**DIRECTIONS:**
Check each line of the records for "dead"; collect those that have it.

○ ○ ○ ○

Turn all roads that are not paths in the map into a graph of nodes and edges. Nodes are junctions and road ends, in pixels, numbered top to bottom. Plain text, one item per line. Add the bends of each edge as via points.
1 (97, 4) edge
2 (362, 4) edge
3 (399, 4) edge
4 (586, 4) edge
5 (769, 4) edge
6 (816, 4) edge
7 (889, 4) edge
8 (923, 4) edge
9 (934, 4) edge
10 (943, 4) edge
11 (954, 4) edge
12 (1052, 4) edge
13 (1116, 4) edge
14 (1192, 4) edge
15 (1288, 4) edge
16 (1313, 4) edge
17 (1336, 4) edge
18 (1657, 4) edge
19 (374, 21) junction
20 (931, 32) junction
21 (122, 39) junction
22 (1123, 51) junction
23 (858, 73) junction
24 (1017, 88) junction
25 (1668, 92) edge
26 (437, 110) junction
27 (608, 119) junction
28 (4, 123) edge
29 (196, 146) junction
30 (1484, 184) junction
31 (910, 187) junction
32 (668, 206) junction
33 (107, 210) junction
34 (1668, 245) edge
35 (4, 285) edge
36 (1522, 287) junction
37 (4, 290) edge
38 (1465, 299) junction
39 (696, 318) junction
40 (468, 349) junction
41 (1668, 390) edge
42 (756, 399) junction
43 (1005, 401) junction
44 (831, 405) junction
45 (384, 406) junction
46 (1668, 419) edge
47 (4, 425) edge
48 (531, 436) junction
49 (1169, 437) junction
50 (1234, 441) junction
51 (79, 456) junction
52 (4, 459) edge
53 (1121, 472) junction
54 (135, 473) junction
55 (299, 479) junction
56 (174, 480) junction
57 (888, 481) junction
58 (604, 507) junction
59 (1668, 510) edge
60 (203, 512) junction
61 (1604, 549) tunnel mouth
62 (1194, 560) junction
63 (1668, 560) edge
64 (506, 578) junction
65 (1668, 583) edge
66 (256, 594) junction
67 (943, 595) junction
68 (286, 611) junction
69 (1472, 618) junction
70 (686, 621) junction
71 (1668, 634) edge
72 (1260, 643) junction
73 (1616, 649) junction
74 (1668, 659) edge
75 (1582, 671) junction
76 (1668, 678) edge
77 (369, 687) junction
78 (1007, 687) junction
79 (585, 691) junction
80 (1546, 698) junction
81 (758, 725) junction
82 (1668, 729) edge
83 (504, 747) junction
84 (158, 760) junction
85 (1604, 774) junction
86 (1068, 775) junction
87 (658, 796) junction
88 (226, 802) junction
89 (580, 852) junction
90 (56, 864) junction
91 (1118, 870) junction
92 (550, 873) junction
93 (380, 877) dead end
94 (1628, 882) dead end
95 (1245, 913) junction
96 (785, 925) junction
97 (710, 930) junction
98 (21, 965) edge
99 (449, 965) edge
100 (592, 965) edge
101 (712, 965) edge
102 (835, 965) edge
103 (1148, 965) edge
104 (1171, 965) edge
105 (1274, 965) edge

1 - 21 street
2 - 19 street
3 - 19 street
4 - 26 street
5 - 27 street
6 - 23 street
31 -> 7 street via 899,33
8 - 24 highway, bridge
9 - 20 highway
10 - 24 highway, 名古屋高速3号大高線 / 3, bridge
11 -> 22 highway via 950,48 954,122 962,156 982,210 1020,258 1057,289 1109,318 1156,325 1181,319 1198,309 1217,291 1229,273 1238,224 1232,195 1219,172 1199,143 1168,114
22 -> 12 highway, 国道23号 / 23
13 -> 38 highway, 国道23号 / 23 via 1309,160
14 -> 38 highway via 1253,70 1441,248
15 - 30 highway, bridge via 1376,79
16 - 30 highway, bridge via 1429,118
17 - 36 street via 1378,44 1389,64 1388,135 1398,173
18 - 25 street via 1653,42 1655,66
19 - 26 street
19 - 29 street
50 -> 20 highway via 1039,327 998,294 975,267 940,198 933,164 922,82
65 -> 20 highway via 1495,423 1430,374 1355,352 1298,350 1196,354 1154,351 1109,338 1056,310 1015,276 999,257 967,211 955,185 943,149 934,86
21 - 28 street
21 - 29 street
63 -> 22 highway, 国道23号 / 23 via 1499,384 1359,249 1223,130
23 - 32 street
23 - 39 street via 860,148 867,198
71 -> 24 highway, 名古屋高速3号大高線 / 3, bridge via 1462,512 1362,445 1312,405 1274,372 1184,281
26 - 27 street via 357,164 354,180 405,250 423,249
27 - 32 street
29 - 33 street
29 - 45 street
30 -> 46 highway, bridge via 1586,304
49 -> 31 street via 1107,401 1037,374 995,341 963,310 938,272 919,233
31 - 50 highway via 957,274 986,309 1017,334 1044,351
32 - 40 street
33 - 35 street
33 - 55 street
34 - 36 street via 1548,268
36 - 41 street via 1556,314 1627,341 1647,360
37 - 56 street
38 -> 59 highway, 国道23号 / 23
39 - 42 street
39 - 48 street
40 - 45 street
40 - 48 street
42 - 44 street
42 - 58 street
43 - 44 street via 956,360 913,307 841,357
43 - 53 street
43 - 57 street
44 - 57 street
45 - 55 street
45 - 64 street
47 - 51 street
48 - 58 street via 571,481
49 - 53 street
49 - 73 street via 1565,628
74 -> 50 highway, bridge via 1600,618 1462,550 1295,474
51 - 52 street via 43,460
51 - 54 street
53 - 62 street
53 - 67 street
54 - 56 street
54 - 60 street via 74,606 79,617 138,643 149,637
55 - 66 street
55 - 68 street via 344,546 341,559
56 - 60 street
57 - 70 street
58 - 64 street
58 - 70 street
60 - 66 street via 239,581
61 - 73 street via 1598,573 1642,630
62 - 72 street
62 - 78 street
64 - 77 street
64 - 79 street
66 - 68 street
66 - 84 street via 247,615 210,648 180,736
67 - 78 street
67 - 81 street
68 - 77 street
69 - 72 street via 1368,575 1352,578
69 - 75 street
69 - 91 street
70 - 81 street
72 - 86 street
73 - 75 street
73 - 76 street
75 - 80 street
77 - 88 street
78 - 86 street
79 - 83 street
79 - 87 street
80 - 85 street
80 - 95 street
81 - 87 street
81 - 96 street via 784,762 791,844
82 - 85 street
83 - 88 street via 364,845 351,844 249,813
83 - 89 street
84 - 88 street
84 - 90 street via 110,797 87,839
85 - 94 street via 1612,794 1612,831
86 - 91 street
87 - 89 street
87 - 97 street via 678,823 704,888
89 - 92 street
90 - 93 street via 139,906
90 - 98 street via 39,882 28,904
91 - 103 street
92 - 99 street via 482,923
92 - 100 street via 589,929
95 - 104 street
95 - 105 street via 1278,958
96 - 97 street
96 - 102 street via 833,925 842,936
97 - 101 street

○ ○ ○ ○

**ANSWER TO THE PROBLEM:**
93 (380, 877) dead end
94 (1628, 882) dead end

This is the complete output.